Reporter: Were things shut down for a while, or did you hire scabs [ahem] I mean, replacement workers?

God: The devil lent me some of his staff. For two months I had them answering prayers. As you might expect, it didn't go too well. Our complaints department was really getting stressed out from all the negative feedback it generated.

Reporter: Sounds like a difficult situation. How did you resolve it?

God: Finally I had to make an example out of their main organizer by sending him to hell. That put them all back to work quickly enough.

Reporter: I'm sure our readers would like to know who's been relocated.

God: Section C paragraph 12 of this year's God-Devil labor agreement specifies that I'm not allowed to release the names of his customers without his permission. If you're curious, just remember to ask him when you meet him.

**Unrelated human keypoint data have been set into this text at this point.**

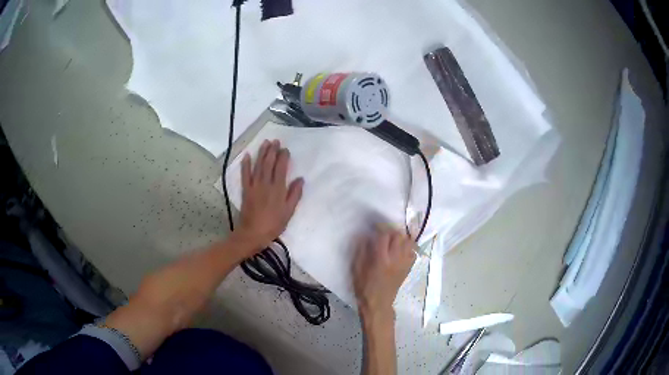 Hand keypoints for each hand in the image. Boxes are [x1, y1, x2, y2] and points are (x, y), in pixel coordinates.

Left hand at [238, 139, 303, 253]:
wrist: (253, 233)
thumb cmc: (274, 224)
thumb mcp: (289, 212)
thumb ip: (295, 194)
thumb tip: (300, 179)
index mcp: (278, 189)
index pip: (281, 168)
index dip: (283, 157)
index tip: (285, 149)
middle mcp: (266, 184)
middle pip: (269, 164)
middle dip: (272, 151)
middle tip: (275, 141)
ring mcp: (254, 186)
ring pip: (258, 166)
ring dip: (261, 153)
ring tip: (265, 142)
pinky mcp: (245, 190)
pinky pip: (245, 174)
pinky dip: (246, 164)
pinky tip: (247, 155)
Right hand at [353, 227, 415, 317]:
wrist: (378, 304)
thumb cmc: (364, 287)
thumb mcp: (356, 268)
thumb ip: (361, 250)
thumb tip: (365, 235)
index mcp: (381, 259)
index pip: (384, 236)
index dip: (380, 228)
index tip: (374, 227)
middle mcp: (395, 259)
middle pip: (399, 236)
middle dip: (391, 231)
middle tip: (384, 232)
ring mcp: (404, 263)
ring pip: (408, 242)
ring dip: (401, 237)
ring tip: (393, 239)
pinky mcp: (408, 268)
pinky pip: (413, 252)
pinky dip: (408, 247)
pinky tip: (400, 249) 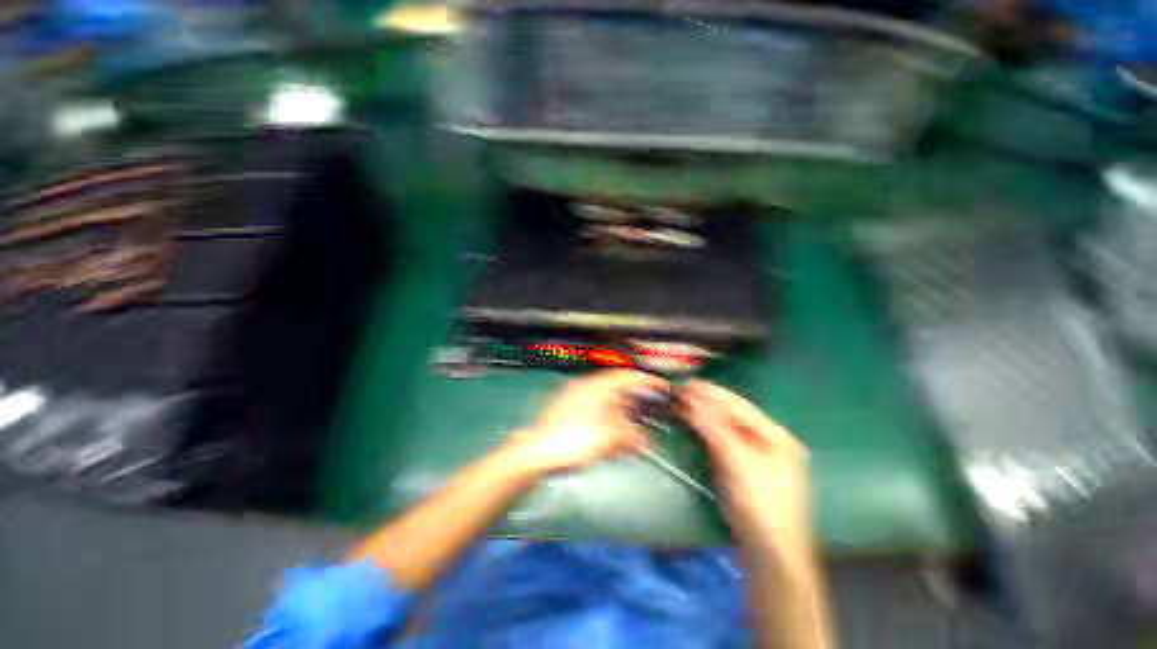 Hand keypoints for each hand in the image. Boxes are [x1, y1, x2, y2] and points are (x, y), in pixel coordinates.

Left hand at [512, 370, 666, 474]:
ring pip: (606, 398)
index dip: (647, 380)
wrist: (535, 452)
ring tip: (634, 424)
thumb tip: (648, 442)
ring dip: (622, 410)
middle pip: (618, 387)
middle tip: (650, 409)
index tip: (663, 386)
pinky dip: (609, 416)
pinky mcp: (568, 410)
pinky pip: (596, 407)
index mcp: (596, 387)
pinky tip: (613, 431)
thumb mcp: (608, 439)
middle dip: (635, 398)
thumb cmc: (572, 441)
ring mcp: (575, 397)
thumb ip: (631, 437)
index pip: (627, 376)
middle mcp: (586, 387)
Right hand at [680, 380, 813, 552]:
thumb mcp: (738, 461)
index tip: (688, 383)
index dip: (713, 393)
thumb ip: (715, 427)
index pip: (740, 406)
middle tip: (682, 391)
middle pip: (734, 416)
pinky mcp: (746, 471)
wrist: (770, 554)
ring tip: (684, 403)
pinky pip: (725, 443)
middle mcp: (771, 442)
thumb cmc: (760, 504)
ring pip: (728, 428)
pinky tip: (696, 425)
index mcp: (777, 436)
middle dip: (708, 402)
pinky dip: (708, 432)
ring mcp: (759, 457)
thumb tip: (693, 399)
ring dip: (706, 416)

Reporter: I'm going to meet him? You mean you've arranged an interview for me with him?

God [laughing softly]: Oh yes. An eternal interview, even worse than this one.

Reporter [nervously]: Well... let's see, I have just a couple more questions left. What do you feel is your greatest accomplishment? Perhaps the big bang, the earth, human life... what is it?

God [thoughtfully]: Nitrogen.

Reporter [confused]: I don't understand.

God: I wouldn't expect you to.

Reporter: My final question -- what are your goals for the future?

God: I'll let this universe run its course for a few trillion more years, then I'll make a bigger one. I feel so confined here. My next universe will have twice as much spacetime, but using only half the materials.

Reporter: How would that work? Will it be spread out and mostly empty?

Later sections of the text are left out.